He currently has a second short in post-production addressing the murky waters of "national" identity, two other shorts in pre-production, and a feature in development with Oscar winning producer Serena Armitage.

Add Director Biography
Director Statement

Sunday Morning Coming Down is a dramatic response to my memories of coming out. In contemporary England gay sex is available on tap - swipe right or wink in a gay bar and you’re bound for the sack. Yet so often the sex is devoid of any emotional connection. It can be fun and filthy, but time and again you wind up feeling isolated and deflated. What’s more, with a lack of LGBT sex-ed in schools and scant friends in the same boat when it comes to orientation, you’re left looking to porn for your sexual vocabulary. A fracture exists between the bravura mask expected of the “out-and-proud”, and the internal feeling that you’re poking around in the dark, trying to find your way. Setting the film in the early 1990s, I deliberately sought out a pre-Internet period where gay representation was less visible. Accordingly, I developed a character (the protagonist Max) lost by this under-representation and struggling to navigate beyond his sexual uncertainty.

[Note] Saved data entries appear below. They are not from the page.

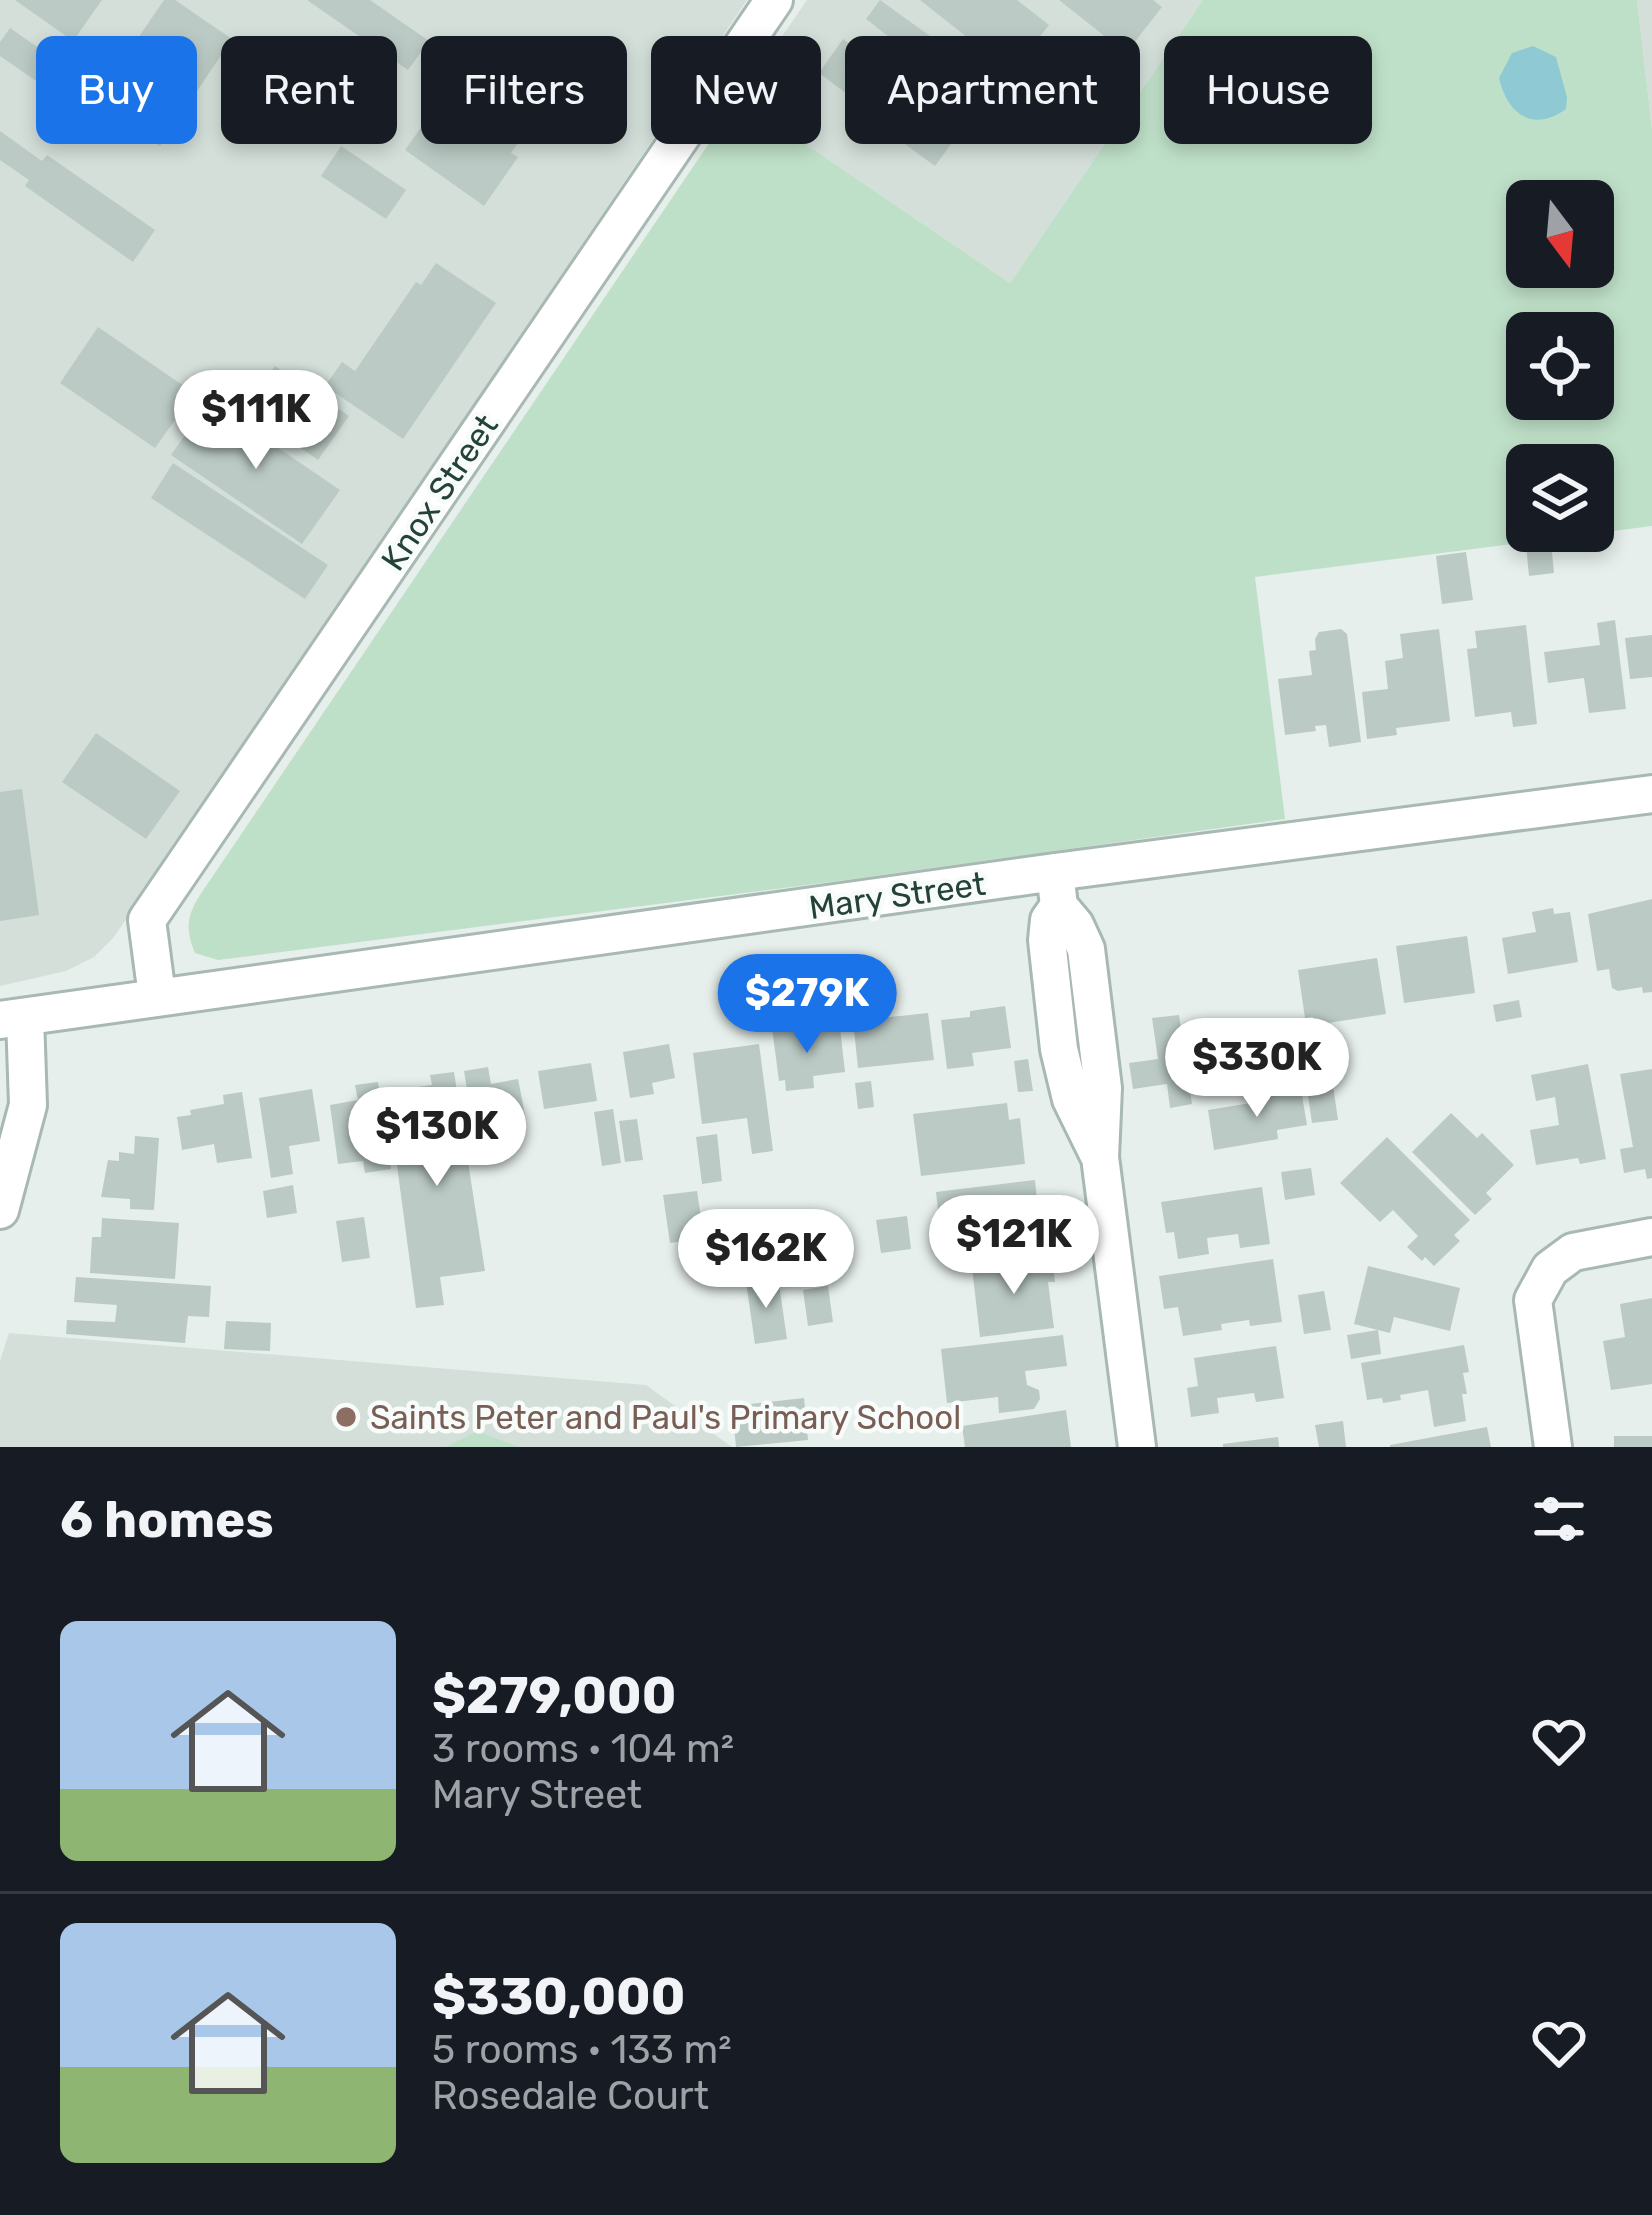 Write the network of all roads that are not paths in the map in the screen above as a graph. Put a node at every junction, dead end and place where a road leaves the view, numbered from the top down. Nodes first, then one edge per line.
1 (774, 0) edge
2 (1652, 794) edge
3 (1058, 889) junction
4 (157, 997) junction
5 (13, 1019) edge
6 (0, 1210) edge
7 (1652, 1238) edge
8 (1137, 1447) edge
9 (1553, 1447) edge

1 - 4 street, Knox Street
2 - 3 street, Mary Street
3 - 4 street, Mary Street
3 - 8 street
4 - 5 street, Mary Street
5 - 6 street
7 - 9 street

Crucially though, I didn’t want to make a “coming-out” film. I prefer queer cinema which respects the specificity of gay ordinariness. The gay and heterosexual experience needs its due after decades ghosting about as subtext in the mainstream, but I search out filmmakers who resist the cliches of LGBT cinema. With this in mind, I shifted the focus onto a relationship between brothers. We don’t watch a tortured gay man head to a cottaging spot to satisfy his desires. Rather, we follow Max and Jordan as they fall back on the comfort of their twinned history (football teams, music tastes, pretensions) - mutual ground on a day where their sexual differences are unspoken but palpable. You wouldn’t necessarily think a film where the climactic scene is set in a glory hole would be touching and sweet, but I hope we achieved that balance.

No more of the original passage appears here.